Learning the best man is not the good man takes a long time for us—as it took thirty years for me. We have to forget all movies we have watched, all the superheroes we've seen—all the misperception. The problem is not being morally good but expecting a good outcome solely from being good. The problem is the expectancy. Ursula saw our deficient comprehension and continued,

This is justice. But it's the kind of justice that children can't bear. They rage against it. It's not fair! But if children never learn to bear it, they can't go on to learn that a victory or a defeat in battle, or in any competition other than a purely moral one (whatever that might be), has nothing to do with who is morally better.
Might does not make right—right?
Therefore right does not make might. Right?
But we want it to. "My strength is as the strength of ten because my heart is pure."
If we insist that in the real world the ultimate victor must be the good guy, we've sacrificed right to might. (That's what History does after most wars, when it applauds the victors for their superior virtue as well as their superior firepower.) If we falsify the terms of the competition, handicapping it, so that the good guys may lose the battle but always win the war, we've left the real world, we're in fantasy land—wishful thinking country.

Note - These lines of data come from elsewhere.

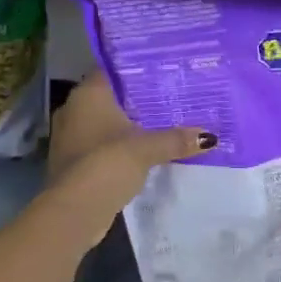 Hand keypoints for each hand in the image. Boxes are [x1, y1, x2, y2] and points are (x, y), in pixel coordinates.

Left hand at [45, 73, 213, 224]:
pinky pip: (101, 145)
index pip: (111, 70)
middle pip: (110, 97)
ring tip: (162, 123)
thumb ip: (176, 139)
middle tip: (169, 96)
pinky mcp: (74, 162)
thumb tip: (209, 137)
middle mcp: (74, 110)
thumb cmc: (107, 164)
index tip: (161, 71)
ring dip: (128, 125)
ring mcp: (70, 138)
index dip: (135, 69)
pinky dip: (119, 146)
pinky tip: (143, 151)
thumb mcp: (147, 148)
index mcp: (87, 95)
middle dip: (136, 99)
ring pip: (105, 123)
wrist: (74, 212) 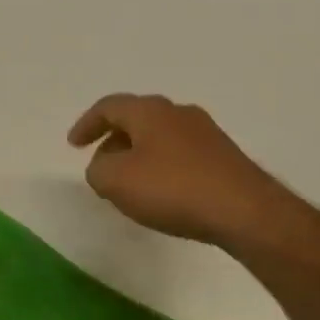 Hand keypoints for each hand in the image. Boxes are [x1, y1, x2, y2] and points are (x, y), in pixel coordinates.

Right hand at [67, 93, 319, 265]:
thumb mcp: (116, 181)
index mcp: (150, 111)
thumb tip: (104, 167)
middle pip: (136, 119)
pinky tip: (164, 194)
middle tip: (101, 166)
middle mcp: (178, 113)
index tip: (73, 145)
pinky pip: (181, 155)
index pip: (109, 107)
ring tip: (130, 184)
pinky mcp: (225, 158)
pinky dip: (163, 168)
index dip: (87, 124)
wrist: (246, 212)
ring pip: (160, 137)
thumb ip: (98, 170)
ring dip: (139, 156)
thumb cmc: (173, 189)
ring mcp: (206, 134)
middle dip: (114, 140) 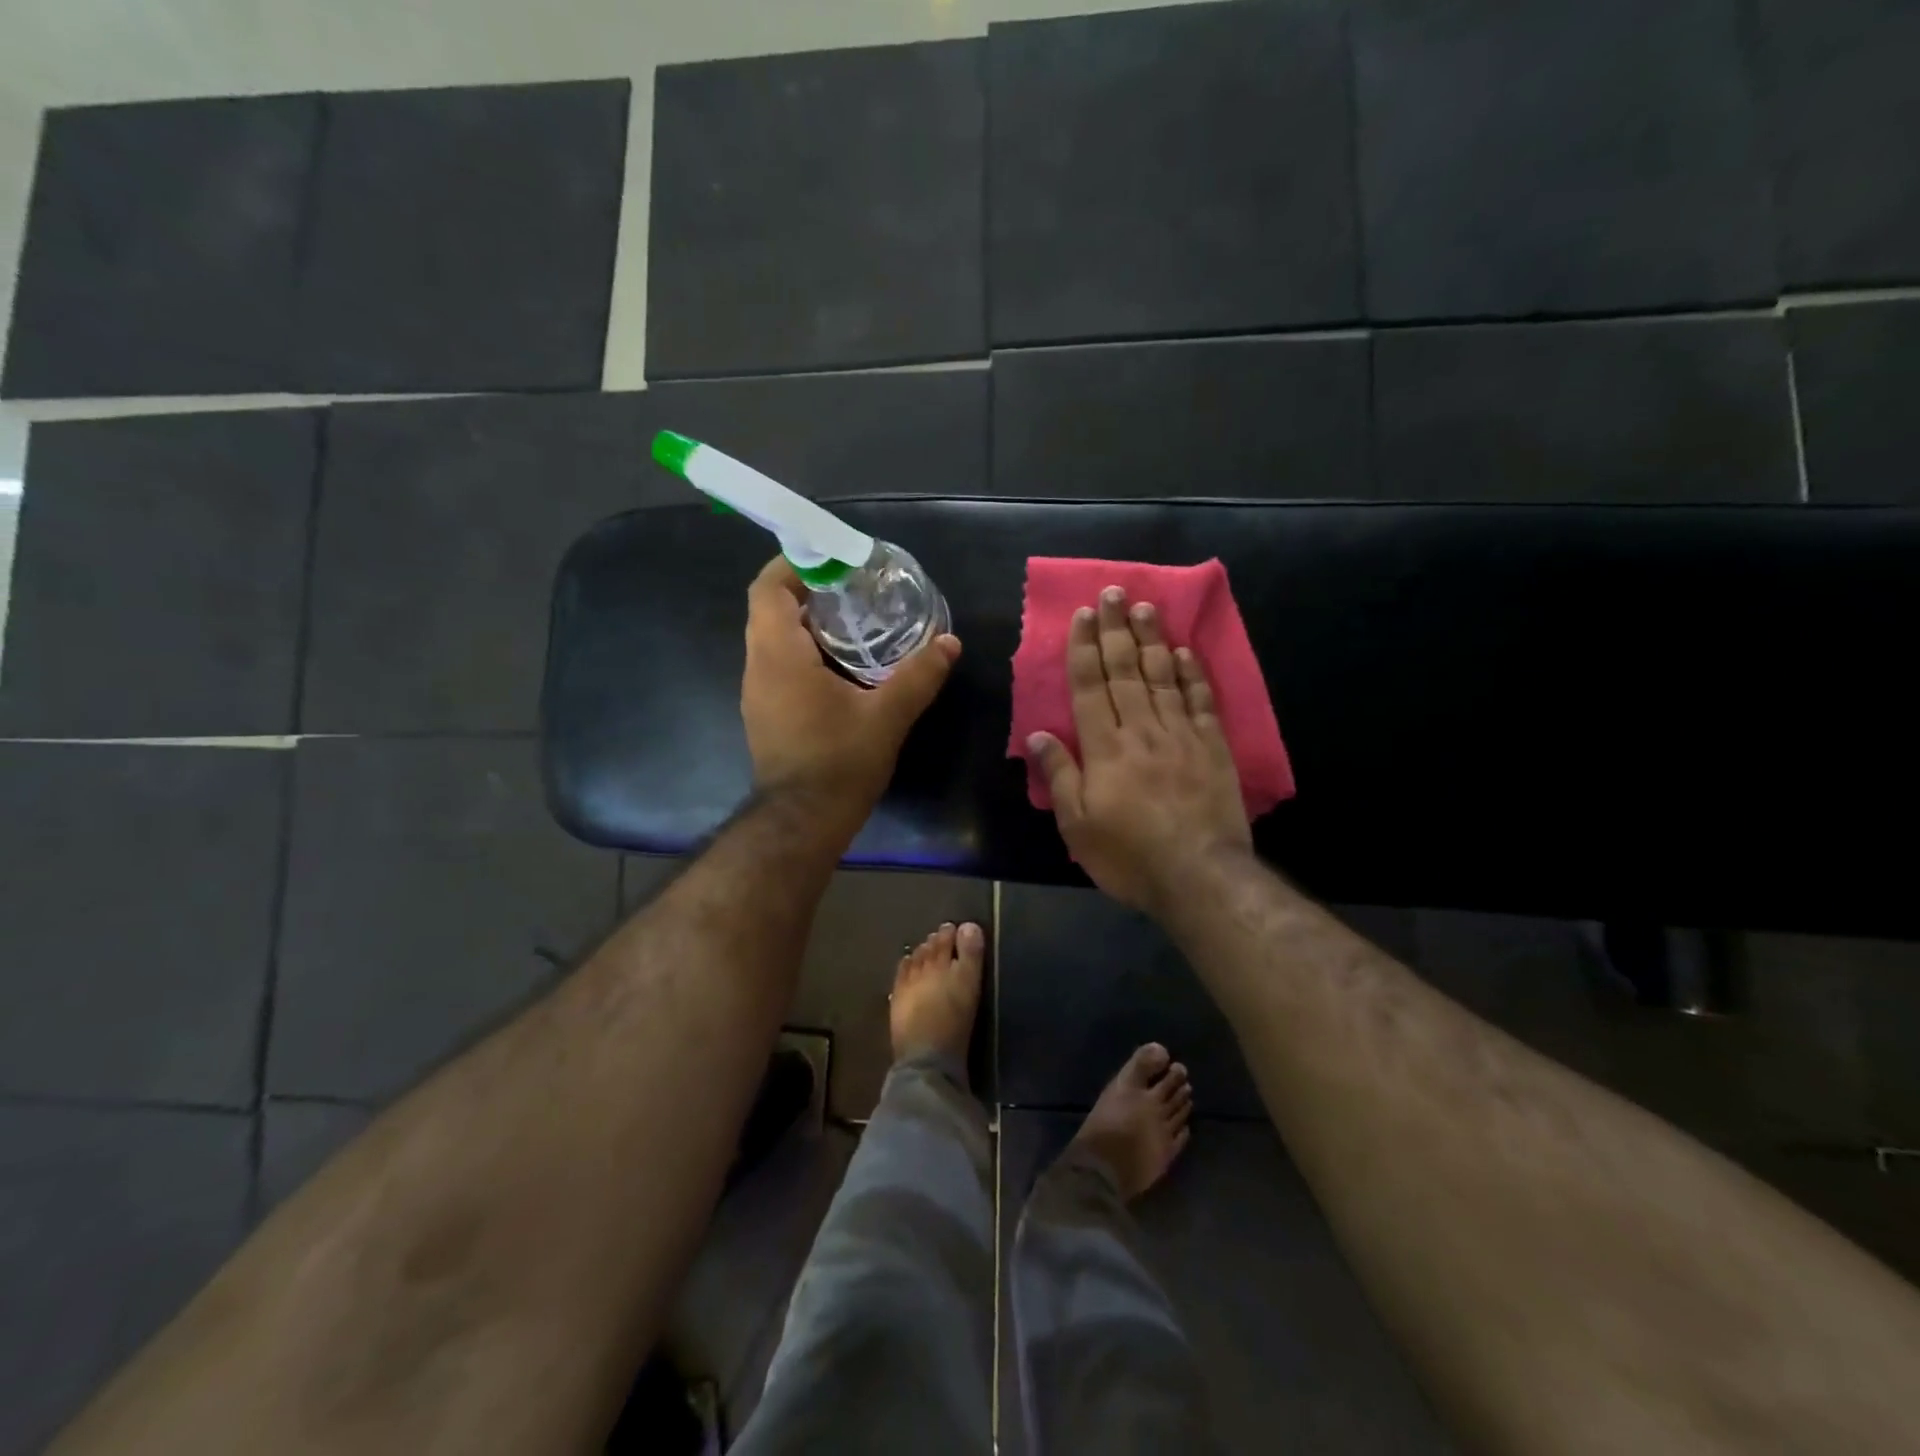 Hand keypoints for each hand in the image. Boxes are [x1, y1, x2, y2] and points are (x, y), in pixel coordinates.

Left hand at [742, 557, 960, 808]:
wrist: (802, 823)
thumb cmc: (839, 762)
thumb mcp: (887, 715)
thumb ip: (919, 675)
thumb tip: (950, 643)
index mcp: (779, 655)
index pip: (768, 589)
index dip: (794, 564)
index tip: (832, 560)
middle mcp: (758, 668)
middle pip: (770, 611)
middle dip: (807, 592)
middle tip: (852, 590)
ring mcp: (757, 693)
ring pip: (772, 640)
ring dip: (805, 625)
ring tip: (853, 623)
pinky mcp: (765, 715)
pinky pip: (777, 666)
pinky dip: (803, 653)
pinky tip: (841, 668)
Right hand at [1027, 586, 1251, 915]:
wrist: (1199, 876)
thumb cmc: (1129, 855)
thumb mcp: (1078, 825)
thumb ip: (1059, 775)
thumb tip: (1036, 735)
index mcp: (1105, 748)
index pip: (1090, 686)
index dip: (1085, 648)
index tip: (1084, 614)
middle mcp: (1141, 730)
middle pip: (1125, 671)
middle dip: (1116, 630)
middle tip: (1114, 592)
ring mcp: (1180, 735)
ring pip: (1162, 677)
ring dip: (1151, 640)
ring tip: (1145, 607)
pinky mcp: (1212, 747)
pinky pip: (1200, 701)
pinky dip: (1192, 674)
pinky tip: (1185, 652)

This justice is the counterpoint to our beliefs, all the things we learned, and our envisions for happiness. Society taught us that a good soul would eventually win, but our beliefs are shaken from the core.

When we abandon the rules in real life, we lose and become weak. Our goodness doesn't make us frail, believing we, the morally good ones, will be victorious does.

In the fantasy land created around us, we don't realize that the good guys are learning how to fight. They lose battles, but they win the war by choosing to fight. They practice, focus, and don't give up. However, folks behind movies and TV series still move our focus to only being morally good instead of the superheroes' mentality change. They still display how these heroes learn fighting, but that part never sticks with us.

With all the influence on us, with knowing that real justice is different, how do we become both right and might?

If life is full of problems, as Mark Manson said, how can we choose the good problems instead of the bad ones? How can we remember the big war we're in?

Not learning how to fight doesn't prepare us for most of the fights in our adulthood. The protectiveness of our families, constant support, and religion make us believe that we don't need to prepare for the fight well.

As unprepared fighters, we lose battles by hoping that we will win the war because we are morally good. However, we won't. If there is no preparation, no one can win a war by being nice.

People often tell me, "pick your battles wisely." But I think choosing the battles is what makes good people lose. Accepting the reality that good people lose wars, we have to choose which wars we would like to have, not the battles. Similar to deciding on which problems we will focus on, we need to choose good wars to fight. Choosing the battles is an amateur mistake, while choosing the wars is a professional approach, and we need to live professionally.

This phrase may sound awkward but professionally living requires learning how to live in happiness, not in a way we're forced to do. We don't have to stick to our weaknesses and accept them. I know that some of us are privileged, and not many people have a choice to decide what they should do. However, there is always a way out to happiness. History is filled with stories of people who didn't accept their fate. They learned how to fight after a long struggle. That's what we should do as well: know our privileges, embrace our advantages, learn how to fight, and pursue happiness. Is there any other way? Will someone else (maybe our parents again) teach us? No, nobody knows our fight better than us, and we will never win anything just because we're good.

We're alone in our fight, and we have to figure it out alone.

Now, it's time to accept this and start practicing. Not tomorrow.